** Supplied data follows **

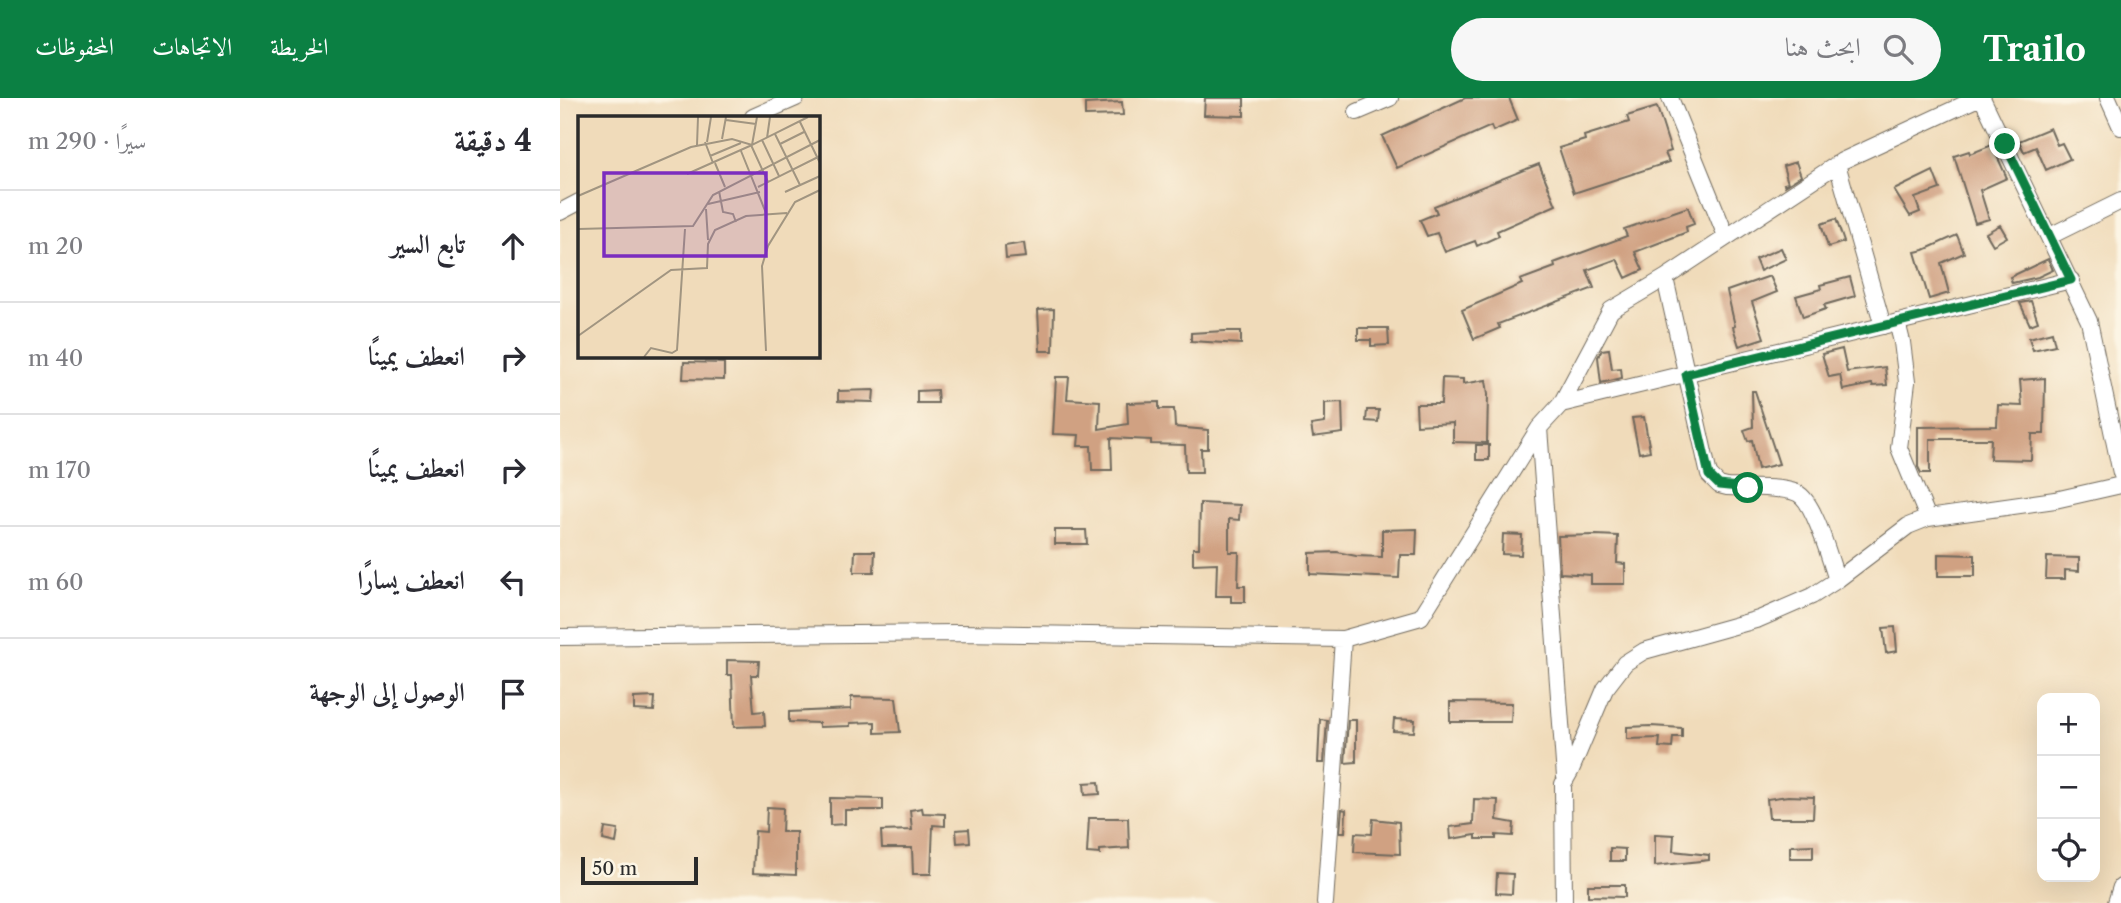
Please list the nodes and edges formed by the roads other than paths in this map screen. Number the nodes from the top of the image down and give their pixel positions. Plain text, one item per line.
1 (796, 98) edge
2 (1390, 98) edge
3 (1670, 98) edge
4 (1980, 98) edge
5 (2108, 98) edge
6 (1357, 112) dead end
7 (755, 116) edge
8 (2121, 127) edge
9 (1837, 164) junction
10 (2121, 201) edge
11 (578, 203) edge
12 (560, 212) edge
13 (1726, 236) junction
14 (2050, 236) junction
15 (1665, 278) junction
16 (2071, 280) junction
17 (1890, 324) junction
18 (1686, 374) junction
19 (1561, 404) junction
20 (1539, 428) junction
21 (2121, 473) edge
22 (2121, 485) edge
23 (1928, 518) junction
24 (1837, 580) junction
25 (560, 636) edge
26 (1343, 639) junction
27 (1565, 777) junction
28 (2121, 887) edge
29 (1325, 903) edge
30 (1564, 903) edge
31 (2116, 903) edge

1 - 7 street
2 - 6 street
3 - 13 street
4 - 9 street
4 - 14 street
5 - 8 street
9 - 13 street
9 - 17 street
10 - 14 street
11 - 12 street
13 - 15 street
14 - 16 street
15 - 18 street
15 - 19 street
16 - 17 street
16 - 21 street
17 - 18 street
17 - 23 street
18 - 19 street
18 - 24 street
19 - 20 street
20 - 26 street
20 - 27 street
22 - 23 street
23 - 24 street
24 - 27 street
25 - 26 street
26 - 29 street
27 - 30 street
28 - 31 street

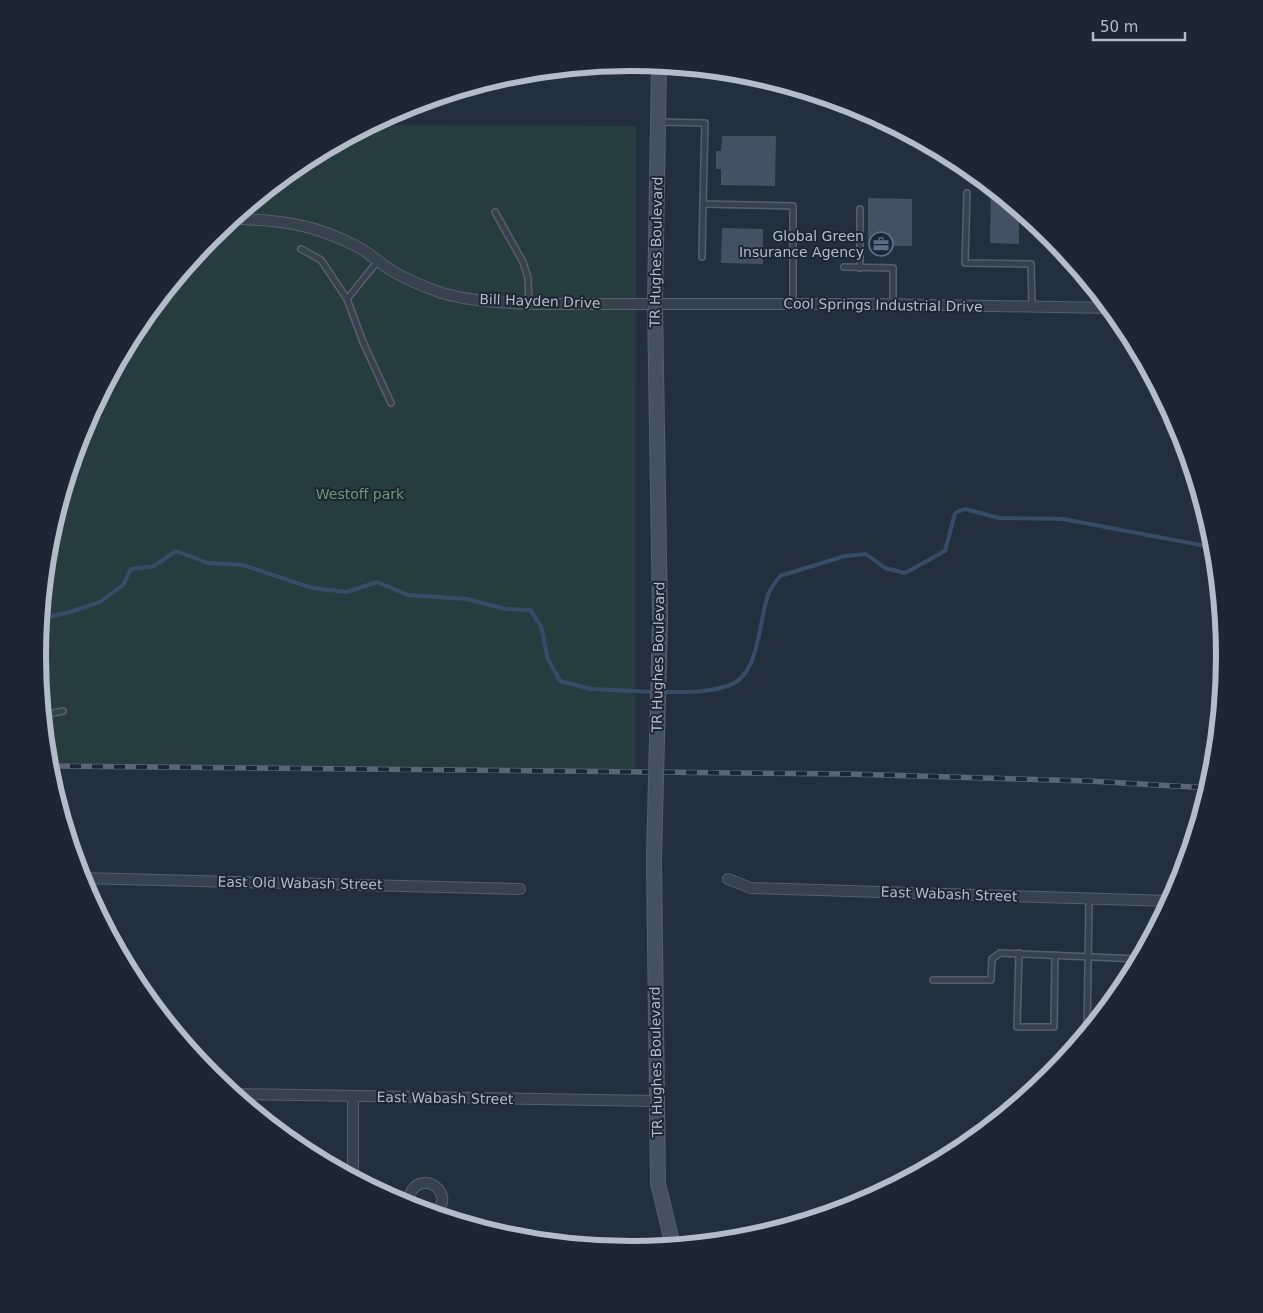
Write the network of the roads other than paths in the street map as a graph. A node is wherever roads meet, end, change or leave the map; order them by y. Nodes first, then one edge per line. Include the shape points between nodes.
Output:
1 (659, 72) edge
2 (658, 122) junction
3 (967, 193) dead end
4 (703, 204) junction
5 (860, 209) dead end
6 (495, 212) dead end
7 (243, 219) edge
8 (301, 249) dead end
9 (702, 257) dead end
10 (378, 261) junction
11 (844, 267) dead end
12 (860, 268) junction
13 (347, 299) junction
14 (655, 303) junction
15 (792, 303) junction
16 (1098, 303) edge
17 (529, 304) junction
18 (893, 304) junction
19 (1032, 307) junction
20 (1098, 308) junction
21 (1102, 308) edge
22 (390, 403) dead end
23 (62, 712) dead end
24 (49, 714) edge
25 (90, 878) edge
26 (728, 880) dead end
27 (520, 888) dead end
28 (1089, 898) junction
29 (1163, 901) edge
30 (1019, 953) junction
31 (1055, 955) junction
32 (1088, 958) junction
33 (1130, 959) joint
34 (1130, 962) edge
35 (932, 980) dead end
36 (1087, 1024) edge
37 (243, 1094) edge
38 (353, 1096) junction
39 (656, 1101) junction
40 (353, 1170) edge
41 (410, 1198) edge
42 (439, 1210) edge
43 (672, 1240) edge

1 - 2 main road, TR Hughes Boulevard
2 - 4 lane via 705,123
2 - 14 main road, TR Hughes Boulevard
3 - 19 lane via 965,263 1031,264
4 - 9 lane
4 - 15 lane via 793,206
5 - 12 lane
6 - 17 lane via 523,262 528,278
7 - 10 street, Bill Hayden Drive via 299,224 329,232
8 - 13 lane via 321,260
10 - 13 lane
10 - 17 street, Bill Hayden Drive via 404,277 442,292 478,301
11 - 12 lane
12 - 18 lane via 893,268
13 - 22 lane
14 - 15 street, Cool Springs Industrial Drive
14 - 17 street, Bill Hayden Drive
14 - 39 main road, TR Hughes Boulevard, bridge via 660,618 654,859
15 - 18 street, Cool Springs Industrial Drive
16 - 20 lane
18 - 19 street, Cool Springs Industrial Drive
19 - 20 street, Cool Springs Industrial Drive
20 - 21 street, Cool Springs Industrial Drive
23 - 24 lane
25 - 27 street, East Old Wabash Street
26 - 28 street, East Wabash Street via 751,888
28 - 29 street, East Wabash Street
28 - 32 lane
30 - 31 lane
30 - 31 lane via 1018,1027 1054,1027
30 - 35 lane via 995,955 990,980
31 - 32 lane
32 - 33 lane
32 - 36 lane
33 - 34 lane
37 - 38 street, East Wabash Street
38 - 39 street, East Wabash Street
38 - 40 street
39 - 43 main road, TR Hughes Boulevard via 658,1183
41 - 42 street via 417,1185 433,1185 441,1192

** End of Supplied data **

Task objective » You need to copy every entry exactly, taking out only the pictures.

Answer to this problem »
Please list the nodes and edges formed by the roads other than paths in this map screen. Number the nodes from the top of the image down and give their pixel positions. Plain text, one item per line.
1 (796, 98) edge
2 (1390, 98) edge
3 (1670, 98) edge
4 (1980, 98) edge
5 (2108, 98) edge
6 (1357, 112) dead end
7 (755, 116) edge
8 (2121, 127) edge
9 (1837, 164) junction
10 (2121, 201) edge
11 (578, 203) edge
12 (560, 212) edge
13 (1726, 236) junction
14 (2050, 236) junction
15 (1665, 278) junction
16 (2071, 280) junction
17 (1890, 324) junction
18 (1686, 374) junction
19 (1561, 404) junction
20 (1539, 428) junction
21 (2121, 473) edge
22 (2121, 485) edge
23 (1928, 518) junction
24 (1837, 580) junction
25 (560, 636) edge
26 (1343, 639) junction
27 (1565, 777) junction
28 (2121, 887) edge
29 (1325, 903) edge
30 (1564, 903) edge
31 (2116, 903) edge

1 - 7 street
2 - 6 street
3 - 13 street
4 - 9 street
4 - 14 street
5 - 8 street
9 - 13 street
9 - 17 street
10 - 14 street
11 - 12 street
13 - 15 street
14 - 16 street
15 - 18 street
15 - 19 street
16 - 17 street
16 - 21 street
17 - 18 street
17 - 23 street
18 - 19 street
18 - 24 street
19 - 20 street
20 - 26 street
20 - 27 street
22 - 23 street
23 - 24 street
24 - 27 street
25 - 26 street
26 - 29 street
27 - 30 street
28 - 31 street

Write the network of the roads other than paths in the street map as a graph. A node is wherever roads meet, end, change or leave the map; order them by y. Nodes first, then one edge per line. Include the shape points between nodes.
Output:
1 (659, 72) edge
2 (658, 122) junction
3 (967, 193) dead end
4 (703, 204) junction
5 (860, 209) dead end
6 (495, 212) dead end
7 (243, 219) edge
8 (301, 249) dead end
9 (702, 257) dead end
10 (378, 261) junction
11 (844, 267) dead end
12 (860, 268) junction
13 (347, 299) junction
14 (655, 303) junction
15 (792, 303) junction
16 (1098, 303) edge
17 (529, 304) junction
18 (893, 304) junction
19 (1032, 307) junction
20 (1098, 308) junction
21 (1102, 308) edge
22 (390, 403) dead end
23 (62, 712) dead end
24 (49, 714) edge
25 (90, 878) edge
26 (728, 880) dead end
27 (520, 888) dead end
28 (1089, 898) junction
29 (1163, 901) edge
30 (1019, 953) junction
31 (1055, 955) junction
32 (1088, 958) junction
33 (1130, 959) joint
34 (1130, 962) edge
35 (932, 980) dead end
36 (1087, 1024) edge
37 (243, 1094) edge
38 (353, 1096) junction
39 (656, 1101) junction
40 (353, 1170) edge
41 (410, 1198) edge
42 (439, 1210) edge
43 (672, 1240) edge

1 - 2 main road, TR Hughes Boulevard
2 - 4 lane via 705,123
2 - 14 main road, TR Hughes Boulevard
3 - 19 lane via 965,263 1031,264
4 - 9 lane
4 - 15 lane via 793,206
5 - 12 lane
6 - 17 lane via 523,262 528,278
7 - 10 street, Bill Hayden Drive via 299,224 329,232
8 - 13 lane via 321,260
10 - 13 lane
10 - 17 street, Bill Hayden Drive via 404,277 442,292 478,301
11 - 12 lane
12 - 18 lane via 893,268
13 - 22 lane
14 - 15 street, Cool Springs Industrial Drive
14 - 17 street, Bill Hayden Drive
14 - 39 main road, TR Hughes Boulevard, bridge via 660,618 654,859
15 - 18 street, Cool Springs Industrial Drive
16 - 20 lane
18 - 19 street, Cool Springs Industrial Drive
19 - 20 street, Cool Springs Industrial Drive
20 - 21 street, Cool Springs Industrial Drive
23 - 24 lane
25 - 27 street, East Old Wabash Street
26 - 28 street, East Wabash Street via 751,888
28 - 29 street, East Wabash Street
28 - 32 lane
30 - 31 lane
30 - 31 lane via 1018,1027 1054,1027
30 - 35 lane via 995,955 990,980
31 - 32 lane
32 - 33 lane
32 - 36 lane
33 - 34 lane
37 - 38 street, East Wabash Street
38 - 39 street, East Wabash Street
38 - 40 street
39 - 43 main road, TR Hughes Boulevard via 658,1183
41 - 42 street via 417,1185 433,1185 441,1192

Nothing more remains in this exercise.